13 The Accuracy of Averages

13.1 Learning objectives

By the end of this chapter, you should be able to:

distinguish between an estimator and an estimate
understand the concepts of unbiasedness and efficiency
explain why sample averages vary across samples
compute and interpret the standard error of the mean
connect the standard error of sums to averages, counts, and percentages

13.2 Estimators and estimates

The goal of statistical inference is to learn about a population using a sample.

However, it is important to distinguish between:

an estimator: a rule or formula used to estimate a population parameter
an estimate: the numerical value obtained from applying that rule

Key idea

An estimator is a method or rule.
An estimate is a number.

For example, the sample mean

\[ \bar{X} = \frac{1}{n}\sum X_i \]

is an estimator of the population mean \(\mu\).

13.2.1 What makes a good estimator?

Two important properties:

13.2.1.1 1. Unbiasedness

An estimator is unbiased if, on average, it equals the true population value.

Key idea

The sample mean is an unbiased estimator of the population mean.

In contrast, some estimators are biased.
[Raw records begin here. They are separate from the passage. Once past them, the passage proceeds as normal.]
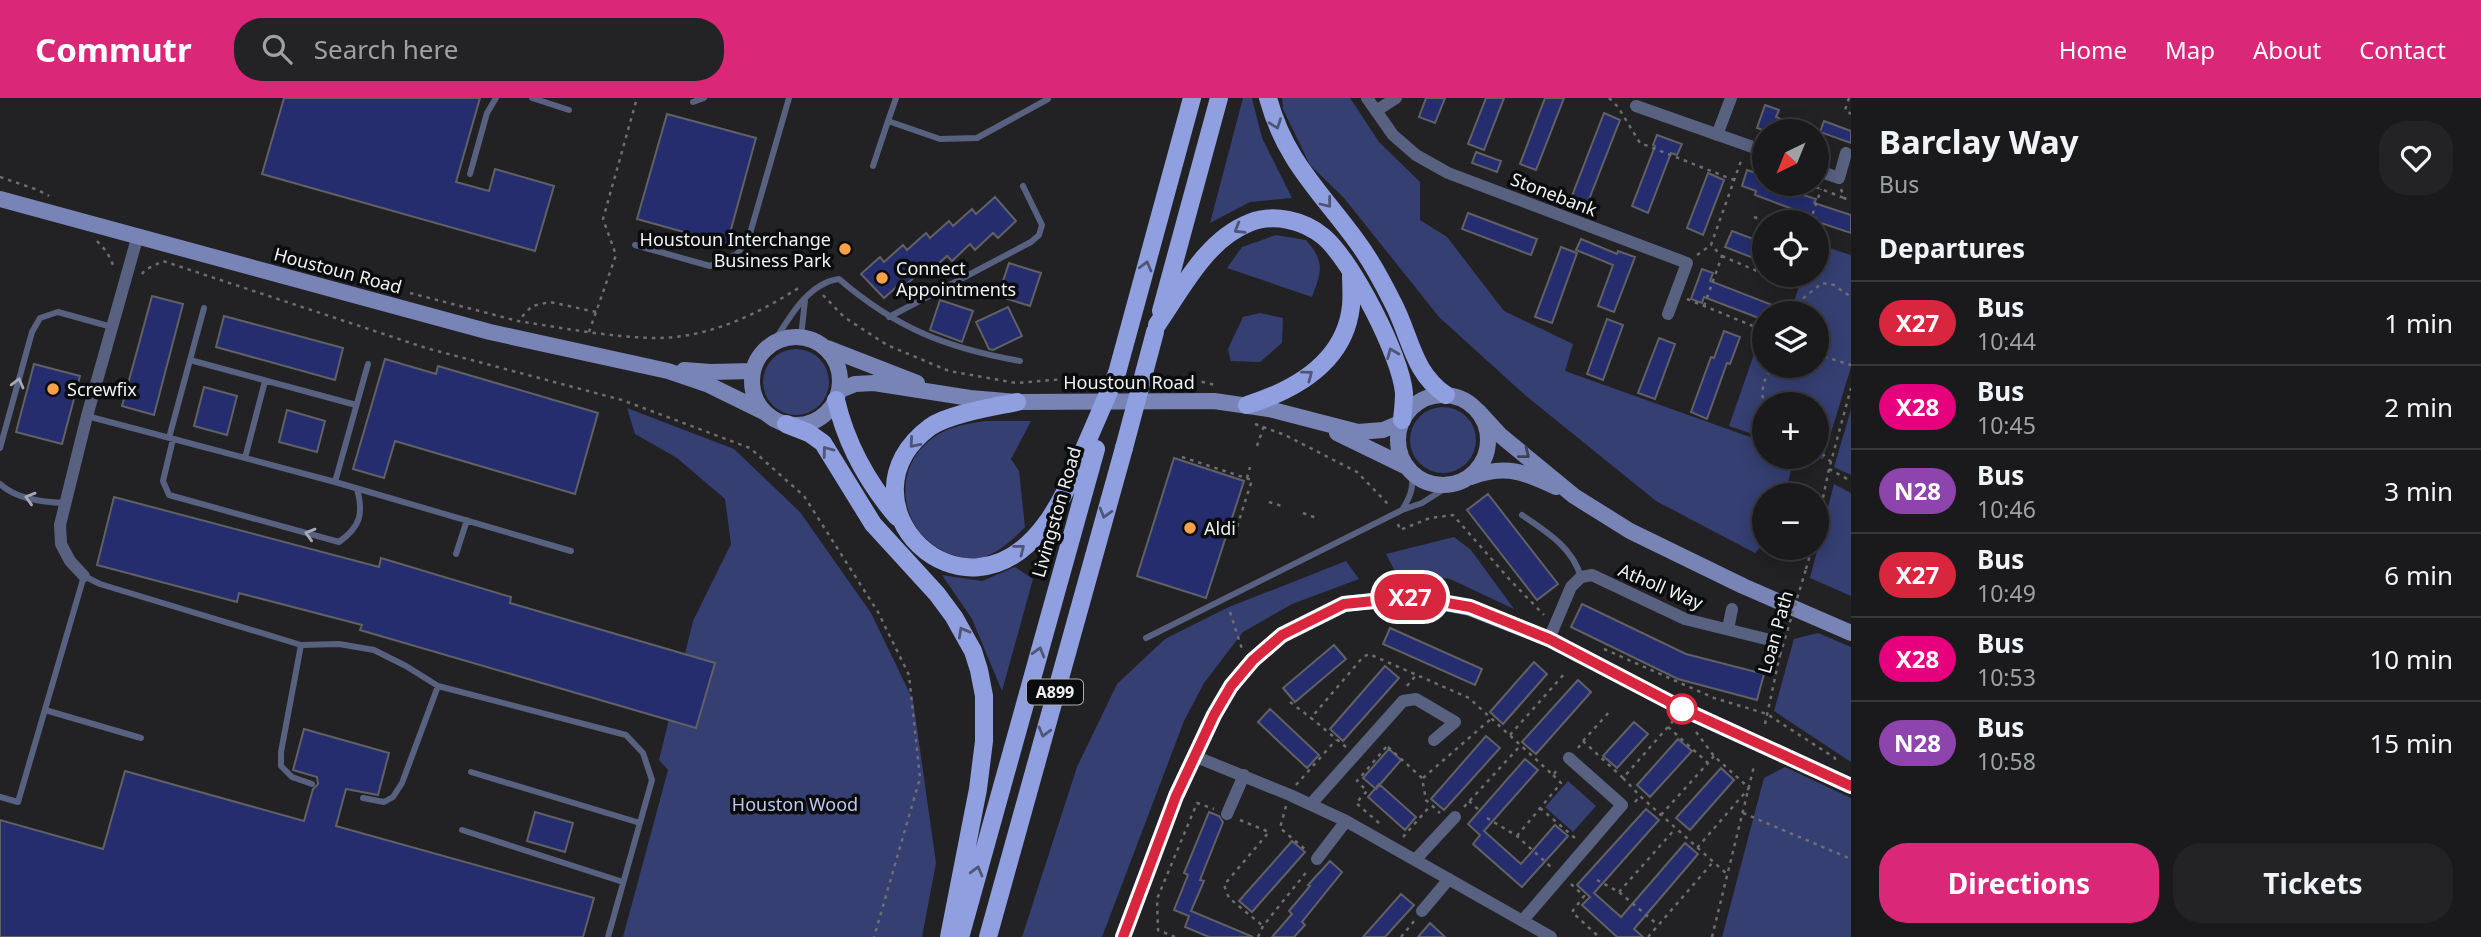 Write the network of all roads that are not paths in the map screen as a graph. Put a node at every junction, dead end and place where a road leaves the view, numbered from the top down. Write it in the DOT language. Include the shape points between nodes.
graph roads {
  1 [pos="496,98"];
  2 [pos="532,98"];
  3 [pos="704,98"];
  4 [pos="789,98"];
  5 [pos="896,98"];
  6 [pos="1192,98"];
  7 [pos="1219,98"];
  8 [pos="1268,98"];
  9 [pos="1367,98"];
  10 [pos="1396,98"];
  11 [pos="1731,98"];
  12 [pos="1048,99"];
  13 [pos="694,102"];
  14 [pos="1636,106"];
  15 [pos="569,110"];
  16 [pos="1376,111"];
  17 [pos="888,121"];
  18 [pos="1717,135"];
  19 [pos="1752,147"];
  20 [pos="1846,153"];
  21 [pos="873,166"];
  22 [pos="470,174"];
  23 [pos="1829,175"];
  24 [pos="1023,186"];
  25 [pos="0,199"];
  26 [pos="138,235"];
  27 [pos="635,245"];
  28 [pos="1351,274"];
  29 [pos="805,298"];
  30 [pos="204,308"];
  31 [pos="1668,314"];
  32 [pos="889,317"];
  33 [pos="113,327"];
  34 [pos="1156,328"];
  35 [pos="801,337"];
  36 [pos="774,342"];
  37 [pos="825,347"];
  38 [pos="190,360"];
  39 [pos="1020,361"];
  40 [pos="368,365"];
  41 [pos="668,371"];
  42 [pos="752,371"];
  43 [pos="265,381"];
  44 [pos="940,393"];
  45 [pos="838,395"];
  46 [pos="1446,395"];
  47 [pos="1017,402"];
  48 [pos="356,405"];
  49 [pos="1478,411"];
  50 [pos="764,412"];
  51 [pos="1247,413"];
  52 [pos="87,416"];
  53 [pos="1402,421"];
  54 [pos="1316,422"];
  55 [pos="786,424"];
  56 [pos="171,439"];
  57 [pos="0,448"];
  58 [pos="1090,449"];
  59 [pos="245,458"];
  60 [pos="1409,469"];
  61 [pos="335,482"];
  62 [pos="1458,482"];
  63 [pos="1,486"];
  64 [pos="357,489"];
  65 [pos="1574,496"];
  66 [pos="64,503"];
  67 [pos="1402,510"];
  68 [pos="1522,515"];
  69 [pos="467,520"];
  70 [pos="902,523"];
  71 [pos="570,551"];
  72 [pos="456,554"];
  73 [pos="84,576"];
  74 [pos="1581,577"];
  75 [pos="1732,610"];
  76 [pos="1728,629"];
  77 [pos="1851,633"];
  78 [pos="1146,638"];
  79 [pos="1549,639"];
  80 [pos="1766,639"];
  81 [pos="301,645"];
  82 [pos="438,686"];
  83 [pos="45,710"];
  84 [pos="141,738"];
  85 [pos="1434,740"];
  86 [pos="1194,756"];
  87 [pos="1569,758"];
  88 [pos="471,772"];
  89 [pos="1244,775"];
  90 [pos="312,783"];
  91 [pos="1851,786"];
  92 [pos="0,797"];
  93 [pos="363,798"];
  94 [pos="1311,804"];
  95 [pos="1227,814"];
  96 [pos="1453,820"];
  97 [pos="1346,821"];
  98 [pos="640,823"];
  99 [pos="462,830"];
  100 [pos="1317,859"];
  101 [pos="1416,859"];
  102 [pos="1449,879"];
  103 [pos="623,882"];
  104 [pos="1422,911"];
  105 [pos="1523,920"];
  106 [pos="608,937"];
  107 [pos="949,937"];
  108 [pos="960,937"];
  109 [pos="988,937"];
  110 [pos="1123,937"];
  111 [pos="1551,937"];
  1 -- 22 [label="lane" via="487,113"];
  2 -- 15 [label="lane"];
  3 -- 13 [label="lane"];
  4 -- 27 [label="lane" via="749,237 737,254 710,266"];
  5 -- 17 [label="lane"];
  58 -- 6 [label="main road, one-way, bridge" via="1128,332"];
  7 -- 34 [label="main road, A899"];
  8 -- 46 [label="main road, one-way" via="1286,148 1359,244 1398,312 1420,369"];
  9 -- 16 [label="street, Stonebank"];
  10 -- 16 [label="street"];
  11 -- 18 [label="street"];
  12 -- 17 [label="lane" via="977,138 940,139"];
  14 -- 18 [label="street"];
  16 -- 31 [label="street, Stonebank" via="1393,135 1416,155 1448,173 1687,263"];
  17 -- 21 [label="lane"];
  18 -- 19 [label="street"];
  20 -- 23 [label="street" via="1839,178"];
  24 -- 32 [label="lane" via="1042,225 1031,243"];
  25 -- 26 [label="street, Houstoun Road"];
  26 -- 33 [label="street"];
  26 -- 41 [label="street, Houstoun Road" via="490,332"];
  28 -- 34 [label="main road, one-way" via="1337,249 1308,226 1260,220 1234,231 1202,259"];
  51 -- 28 [label="main road, one-way" via="1309,376 1331,356 1351,308"];
  53 -- 28 [label="main road, one-way" via="1404,392 1399,370 1379,321"];
  29 -- 32 [label="lane" via="839,279"];
  29 -- 35 [label="lane"];
  29 -- 36 [label="lane"];
  30 -- 38 [label="lane"];
  32 -- 39 [label="lane" via="959,348"];
  33 -- 52 [label="street"];
  57 -- 33 [label="lane, one-way" via="32,331 40,318 58,312"];
  34 -- 109 [label="main road, A899, one-way, bridge"];
  35 -- 36 [label="street"];
  35 -- 37 [label="street"];
  36 -- 42 [label="street" via="760,354"];
  37 -- 44 [label="street, Houstoun Road"];
  37 -- 45 [label="street" via="838,367"];
  38 -- 43 [label="lane"];
  38 -- 56 [label="lane"];
  40 -- 48 [label="lane"];
  41 -- 42 [label="street, Houstoun Road"];
  41 -- 50 [label="street, Houstoun Road"];
  42 -- 50 [label="street" via="753,393"];
  43 -- 48 [label="lane"];
  43 -- 59 [label="lane"];
  44 -- 45 [label="street, Houstoun Road" via="874,383 855,384"];
  44 -- 47 [label="street, Houstoun Road"];
  45 -- 55 [label="street" via="821,418"];
  45 -- 70 [label="main road" via="846,436 867,476"];
  46 -- 49 [label="street" via="1469,402"];
  46 -- 53 [label="street" via="1420,401"];
  47 -- 51 [label="street, Houstoun Road" via="1189,400"];
  47 -- 70 [label="main road, one-way" via="933,425 916,439 903,455 896,480 894,499"];
  48 -- 61 [label="lane"];
  49 -- 62 [label="street" via="1488,435 1487,448 1475,471"];
  49 -- 65 [label="street, one-way"];
  50 -- 55 [label="street"];
  51 -- 54 [label="street, Houstoun Road"];
  52 -- 56 [label="lane"];
  52 -- 66 [label="street"];
  53 -- 54 [label="street, Houstoun Road" via="1383,430 1358,432"];
  53 -- 60 [label="street" via="1398,445"];
  54 -- 60 [label="street, Houstoun Road"];
  107 -- 55 [label="main road, one-way" via="984,741 979,670 954,617 873,524 823,443"];
  56 -- 59 [label="lane"];
  64 -- 56 [label="lane, one-way" via="362,506 353,532 339,542 169,495 163,481"];
  70 -- 58 [label="main road, one-way" via="932,557 960,567 992,565 1021,549 1045,526"];
  108 -- 58 [label="main road, Livingston Road / A899, one-way"];
  59 -- 61 [label="lane"];
  60 -- 62 [label="street" via="1422,480 1437,484"];
  60 -- 67 [label="lane" via="1412,490"];
  61 -- 64 [label="lane"];
  62 -- 65 [label="street" via="1484,472 1509,470"];
  62 -- 67 [label="lane"];
  66 -- 63 [label="lane, one-way" via="43,502"];
  64 -- 69 [label="lane"];
  65 -- 77 [label="street" via="1630,531"];
  66 -- 73 [label="street" via="61,544"];
  67 -- 78 [label="lane"];
  68 -- 74 [label="lane" via="1556,539"];
  69 -- 71 [label="lane"];
  69 -- 72 [label="lane"];
  73 -- 81 [label="lane"];
  73 -- 83 [label="lane"];
  74 -- 76 [label="street, Atholl Way" via="1592,575 1685,619"];
  74 -- 79 [label="street" via="1571,587"];
  75 -- 76 [label="street"];
  76 -- 80 [label="street, Atholl Way"];
  79 -- 86 [label="street" via="1470,607 1413,597 1344,604 1282,635 1253,660 1222,701"];
  79 -- 91 [label="street" via="1686,716"];
  81 -- 82 [label="lane" via="339,644 374,650"];
  81 -- 90 [label="lane" via="281,766 292,777"];
  82 -- 93 [label="lane" via="393,797 384,802"];
  82 -- 98 [label="lane" via="626,735 643,753 652,780"];
  83 -- 84 [label="lane"];
  83 -- 92 [label="lane" via="18,802"];
  85 -- 94 [label="street" via="1455,722 1416,699 1403,701"];
  86 -- 89 [label="street"];
  86 -- 110 [label="street"];
  87 -- 105 [label="street" via="1622,805"];
  88 -- 98 [label="lane"];
  89 -- 94 [label="street"];
  89 -- 95 [label="street"];
  94 -- 97 [label="street"];
  96 -- 101 [label="street"];
  97 -- 100 [label="street"];
  97 -- 101 [label="street"];
  98 -- 103 [label="lane"];
  99 -- 103 [label="lane"];
  101 -- 102 [label="street"];
  102 -- 104 [label="street"];
  102 -- 105 [label="street"];
  103 -- 106 [label="lane"];
  105 -- 111 [label="street"];
}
For example, the naive variance formula:

\[ \frac{1}{n}\sum (X - \bar{X})^2 \]

underestimates the true population variance.

13.2.1.2 2. Efficiency

Even among unbiased estimators, some are better than others.

An estimator is efficient if it has smaller variability across samples.

Intuition

A good estimator is not only correct on average, but also stable across samples.

13.2.2 Sampling variation

Even with a good estimator, different samples give different results.

This is called sampling variation.

The key question becomes:

How much does the sample mean typically vary?

The answer is given by the standard error (SE).

13.3 Sampling distribution of the mean

We now study how averages behave when we repeatedly draw samples.

13.4 The box model

Consider a box with 7 tickets:

The average of the box is:

\[ \frac{1+2+3+4+5+6+7}{7} = 4 \]

13.4.1 Sampling from the box

Suppose we take 25 draws (with replacement).

Example 1:

Sum = 105
Average = 4.2

Example 2:

Sum = 95
Average = 3.8

Different samples give different averages.

Key idea

The sample average varies from sample to sample, but it is centered around the population mean.

13.4.2 Standard error of the average

We want a “give-or-take” number for the average.

Key formula

The standard error of the average is:

\[ SE(\text{average}) = \frac{SD(\text{box})}{\sqrt{n}} \]

So start with the sum:

SD of box = 2
Number of draws = 25

\[ SE(\text{sum}) = \sqrt{n} \times SD = 5 \times 2 = 10 \]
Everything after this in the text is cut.